Syma Khalid and Jon Essex (both from the University of Southampton)
The UK biomolecular simulation community has come together to characterise a number of the key proteins within the virus in an effort identify targets for vaccines and antivirals. We will provide a brief overview of these activities before focusing on studying the binding site of the SARS-CoV-2 main protease.
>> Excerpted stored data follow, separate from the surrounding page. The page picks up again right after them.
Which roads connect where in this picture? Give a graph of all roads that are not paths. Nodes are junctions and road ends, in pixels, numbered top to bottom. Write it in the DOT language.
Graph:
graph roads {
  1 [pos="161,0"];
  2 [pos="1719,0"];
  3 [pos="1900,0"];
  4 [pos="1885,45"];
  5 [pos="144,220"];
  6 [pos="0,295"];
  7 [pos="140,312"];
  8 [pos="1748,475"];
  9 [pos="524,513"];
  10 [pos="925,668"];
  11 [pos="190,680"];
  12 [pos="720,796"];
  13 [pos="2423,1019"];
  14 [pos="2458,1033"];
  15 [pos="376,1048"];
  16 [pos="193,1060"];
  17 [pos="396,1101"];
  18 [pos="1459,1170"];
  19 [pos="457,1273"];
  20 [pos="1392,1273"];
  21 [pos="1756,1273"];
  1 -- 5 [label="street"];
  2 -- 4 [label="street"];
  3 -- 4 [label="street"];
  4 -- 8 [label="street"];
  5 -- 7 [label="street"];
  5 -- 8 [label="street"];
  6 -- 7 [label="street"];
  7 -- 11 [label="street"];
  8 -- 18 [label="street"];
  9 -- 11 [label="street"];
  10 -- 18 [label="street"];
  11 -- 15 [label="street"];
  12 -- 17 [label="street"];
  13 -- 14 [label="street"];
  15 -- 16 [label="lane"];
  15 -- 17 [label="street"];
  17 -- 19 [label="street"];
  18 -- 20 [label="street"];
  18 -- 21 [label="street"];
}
The Coronavirus Disease of 2019 (COVID-19) is caused by a novel coronavirus known as the Severe Acute Respiratory Syndrome coronavirus 2 (SARS-CoV-2). Despite extensive research since the outset of the pandemic it continues to spread with a high mortality rate. The main protease (MPro) of SARS-CoV-2 is an enzyme essential for virus replication through viral proteolytic activity and subsequent generation of infectious virus particles. Current computational efforts towards SARS-CoV-2MPro inhibitor design have often failed to consider the disruption of the His41-Cys145 catalytic dyad as a possible mechanism, and thus missed the opportunity to target the open conformational state. In this presentation, we use molecular dynamics and metadynamics simulations to sample this conformational change. We calculate a 1 +/- 0:45 kcal/mol free energy difference between the open and closed states of the SARS-CoV-2MPro active site. This indicates that favourable interactions with His41 over the Cys145-His41 dyad interaction can stabilise the open state, and that this state should be considered as part of inhibitor design efforts.
This online session is open to all. It will use the Blackboard Collaborate platform.